PORNOGRAFÍA - FOTOGRAFÍA - MUJERES - FEMEMINO

Fotografía

Sandino Núñez

Privado de toda participación, paradójico eunuco erecto y obediente, el hombre es uno más entre tantos artefactos de proporcionar placer a lo único humano que la pornografía tolera y estimula: la mujer


Couples, teens, over 40, bizarre, interracial, beastiality, lesbian, gay, cumshots, celebrities, amateur, anal, blowjob, facial, orgy, masturbation. La pornografía está clasificada horizontalmente. Y quizá ella no sea más que esa clasificabilidad, pues el objeto maravilloso del consumo americano es menos la pornografía que la lógica obsesiva que él mismo produce, su escritura, su mapa. Como en el estructuralismo, como en los códices hebreos o chinos, como en el obsesivo, todo se convierte o tiende a convertirse en un rubro o en un género.

Toda circunstancia parece finalmente codificada, aquietada, convertida en categoría o en combinatoria. Menor de edad con señor mayor de bigotes o con señor mayor calvo o con dos señores de saco y corbata. Director de college con una cheerleader o con dos, de frente o de espaldas. Dos mujeres asiáticas con perro, en la cocina, de mañana. Impúber latino con señora mayor en el cine. El placer voyeurista se dispara en finísimos andariveles narrativos. Uno comprende que el placer voyeurista no es sino eso. Coprofagia, zoofilia, orina, adolescentes, viejas, homosexualidad femenina o masculina, juguetes, enanos, amputados. El flujo de la Gran Perversión ancla en formas locales y temáticas de perversión.

La perversión freudiana: el erotismo, el franeleo, el juego literario decimonónico de imaginación y memoria. Lo pornográfico, unario, pleno y rotundo, no es perverso. Es blanco, inocente, ingenuo. Es, rigurosamente, angelical. Todo es superficie, todo está expuesto: nada que ocultar, ninguna moral a subvertir o a violentar, ningún orden contra el cual levantarse o llamar a la revuelta. Masturbación, parejas, tríos y multitudes, anal y oral, penetraciones múltiples, lluvias de esperma y orina, lesbianas y gays, todo el sexo se verifica como un ritual frío y cansino, como una gran máquina de fifar: una máquina limpia, indiferente, rítmica, incesante. Carece de contravalores, de inhibiciones y prohibiciones, y, por tanto, carece de moral y de dobles discursos. Ignora los funcionamientos duales del tipo muestro/oculto, permito/prohibo, deseo/reprimo.

La orgía fotográfica ha arrasado con los funcionamientos dualistas, con la organización piramidal o arborescente del pensamiento clásico y ha instalado los juegos horizontales de la clasificación. Es la muerte definitiva del erotismo y de toda forma de perversión y doble moral en manos de una especie de monismo blanco y devastador. Quizás aún no esté de más observar que erotismo/pornografía no son dos registros o dos estilos que podamos valorar y calificar para poder elegir uno y descartar al otro.

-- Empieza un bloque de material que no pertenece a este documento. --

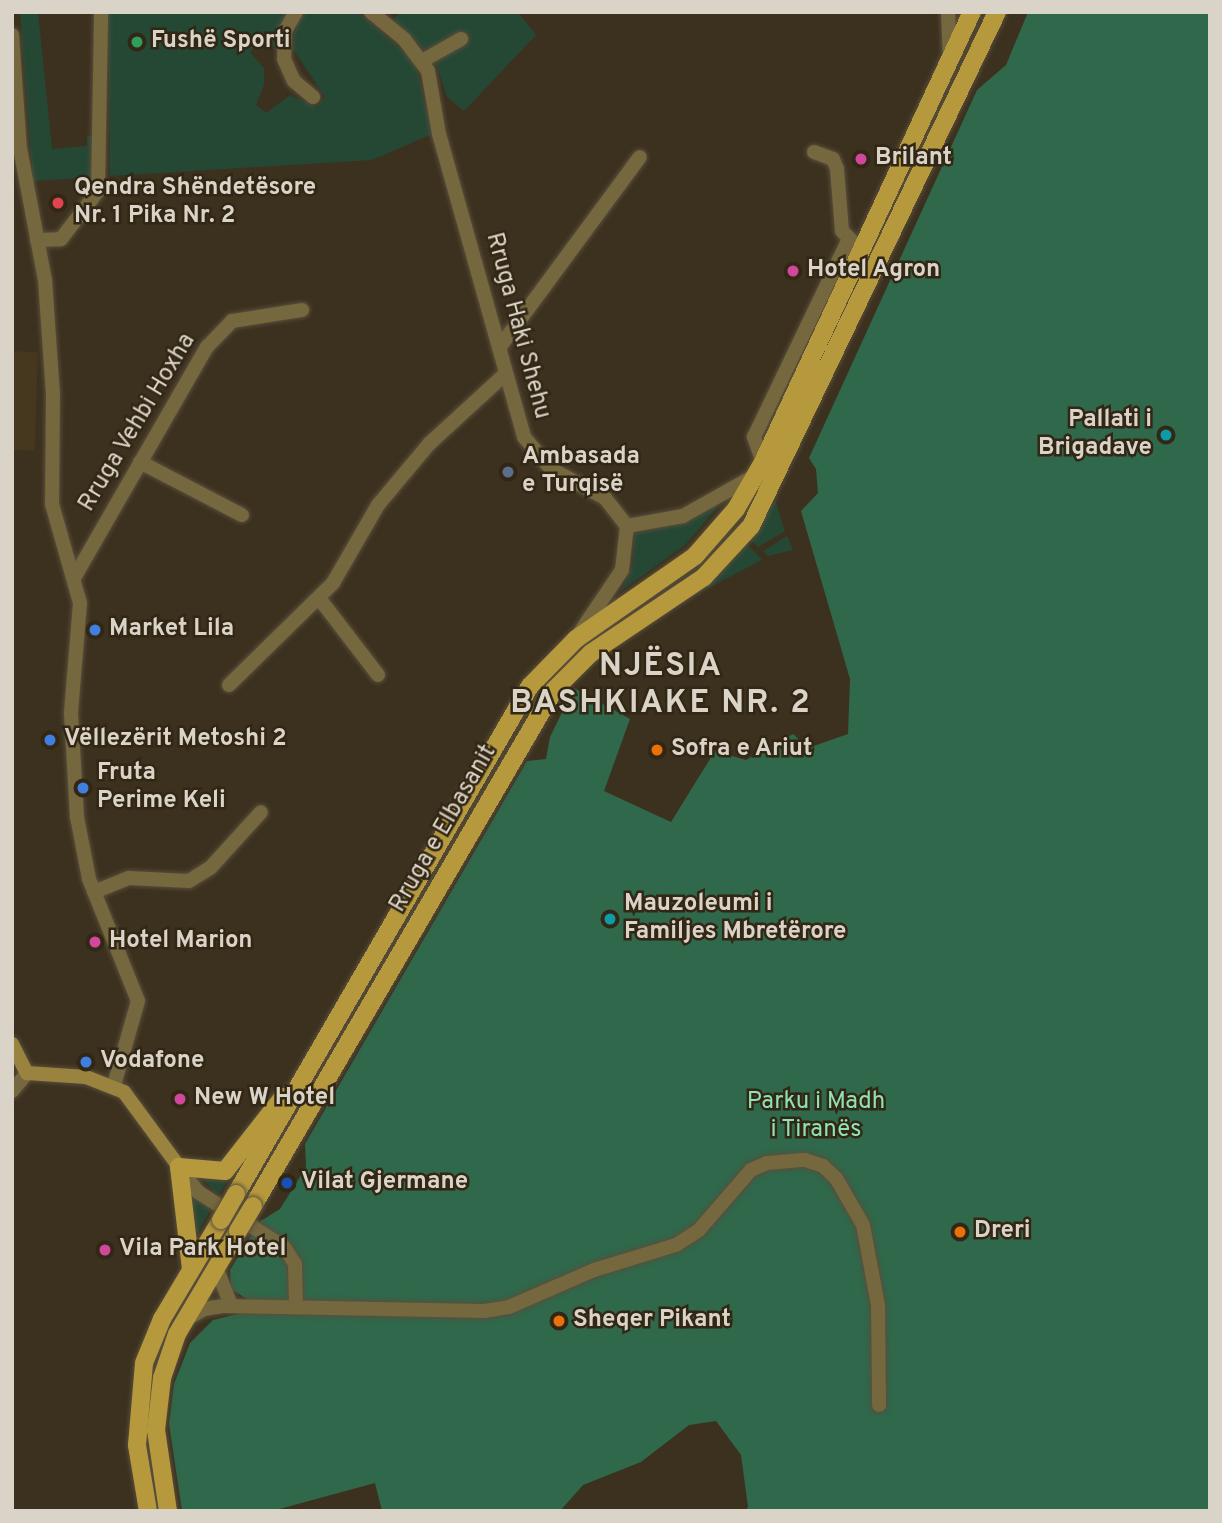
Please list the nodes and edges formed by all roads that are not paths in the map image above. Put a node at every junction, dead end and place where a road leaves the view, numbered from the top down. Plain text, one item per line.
1 (101, 12) edge
2 (296, 12) edge
3 (948, 12) edge
4 (972, 12) edge
5 (997, 12) edge
6 (379, 15) edge
7 (12, 35) edge
8 (461, 38) dead end
9 (422, 61) junction
10 (951, 62) junction
11 (313, 97) dead end
12 (15, 101) edge
13 (814, 152) dead end
14 (640, 157) dead end
15 (37, 240) junction
16 (854, 244) junction
17 (302, 310) dead end
18 (499, 348) junction
19 (505, 374) junction
20 (141, 462) junction
21 (759, 468) junction
22 (242, 514) dead end
23 (627, 526) junction
24 (74, 578) junction
25 (319, 598) junction
26 (576, 639) junction
27 (378, 675) dead end
28 (229, 685) dead end
29 (261, 813) dead end
30 (94, 892) junction
31 (12, 1044) edge
32 (20, 1074) edge
33 (299, 1082) junction
34 (114, 1085) junction
35 (12, 1091) edge
36 (179, 1167) junction
37 (216, 1267) junction
38 (191, 1269) junction
39 (231, 1306) junction
40 (296, 1306) junction
41 (185, 1320) junction
42 (879, 1405) dead end
43 (148, 1511) edge
44 (168, 1511) edge

1 - 15 street
2 - 11 street
3 - 10 street
4 - 10 main road, Rruga e Elbasanit
5 - 37 main road, Rruga e Elbasanit, bridge
6 - 9 street
7 - 12 street
8 - 9 street
9 - 18 street, Rruga Haki Shehu
10 - 16 main road, Rruga e Elbasanit
12 - 15 street
13 - 16 street
14 - 18 street
15 - 24 street
16 - 21 main road, Rruga e Elbasanit
17 - 20 street, Rruga Vehbi Hoxha
18 - 19 street, Rruga Haki Shehu
19 - 23 street, Rruga Haki Shehu
19 - 25 street
20 - 22 street
20 - 24 street, Rruga Vehbi Hoxha
21 - 23 street
21 - 26 main road, Rruga e Elbasanit
23 - 26 street
24 - 30 street
25 - 27 street
25 - 28 street
26 - 33 main road, Rruga e Elbasanit
29 - 30 street
30 - 34 street
31 - 32 street
32 - 34 street
32 - 35 street
33 - 36 main road
33 - 38 main road, Rruga e Elbasanit, bridge
34 - 36 street
36 - 38 main road
36 - 40 street
37 - 39 street
37 - 41 main road, Rruga e Elbasanit
38 - 43 main road, Rruga e Elbasanit
39 - 40 street
39 - 41 street
40 - 42 street
41 - 44 main road, Rruga e Elbasanit

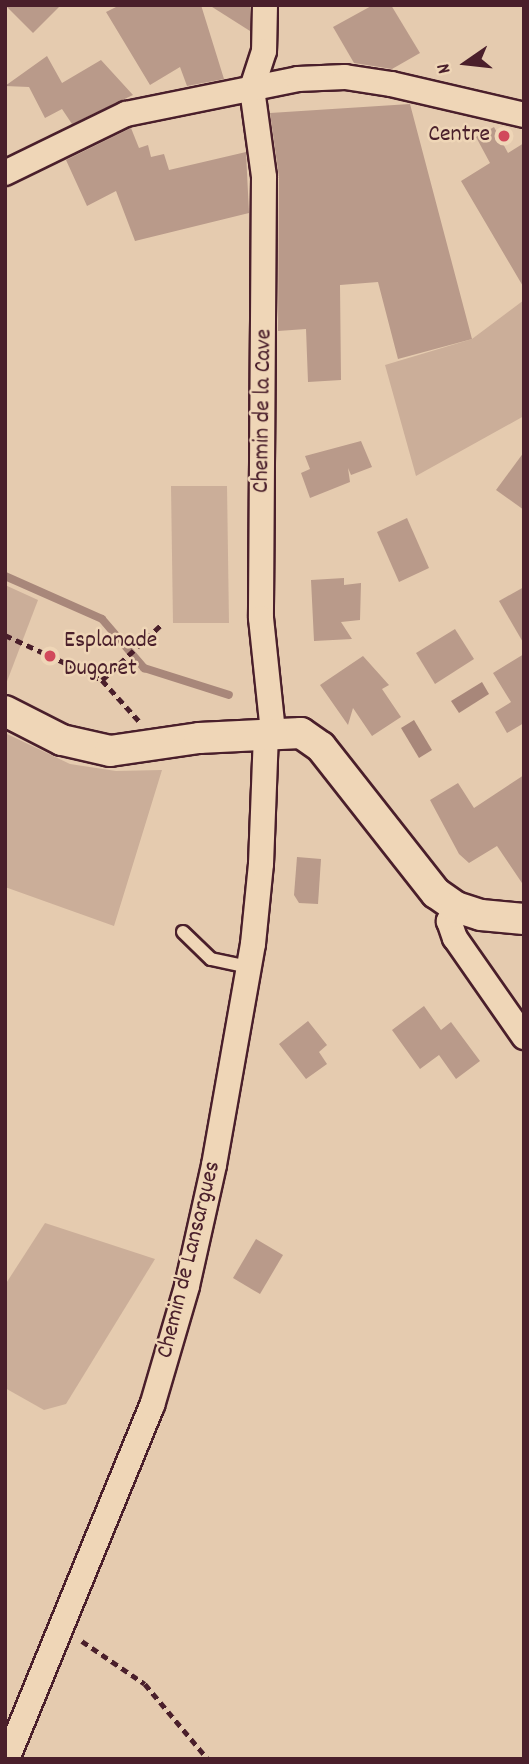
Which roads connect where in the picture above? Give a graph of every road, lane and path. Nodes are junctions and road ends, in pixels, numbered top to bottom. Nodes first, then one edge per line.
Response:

Son relevos. Pertenecen a tiempos históricos y a tecnologías bien distintos. El primero es literario, psicoanalítico, vive gracias a la hipótesis de los dos mundos o los dos niveles. El otro es microrrealista, masivo, indialéctico. Si lo perverso (erotismo) es aquello que se oculta, que no se muestra o que no se dice, lo obsceno (pornografía) es aquello que se codifica. La codificación es un procedi-miento de sobreexposición.

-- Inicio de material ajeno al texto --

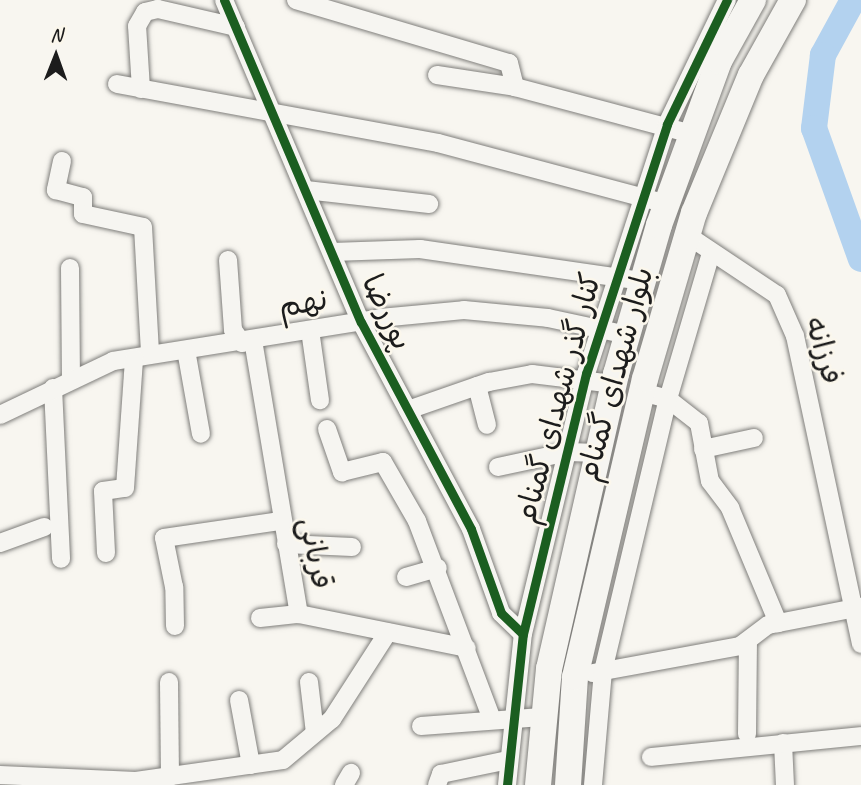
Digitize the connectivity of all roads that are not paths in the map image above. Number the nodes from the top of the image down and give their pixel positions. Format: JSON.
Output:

La tecnología pornográfica es el zoom: la microscopización y multiplicación horizontal de las categorías y casilleros de la clasificación, la ausencia radical de miradas genéricas (planos generales, narrativas, teorías, ideologías). Pero zoom tiene aquí sobre todo, un sentido literal: la ampliación fotográfica del objetivo. Un universo microscópico espera detrás de la bidimensionalidad del signo. La técnica del zoom aparece como un hiperrealismo holográfico, que prefiero llamar microrrealismo por la definición enloquecedora que promete. El mundo pornográfico es un mundo doloroso, intolerablemente preciso como el del Funes de Borges.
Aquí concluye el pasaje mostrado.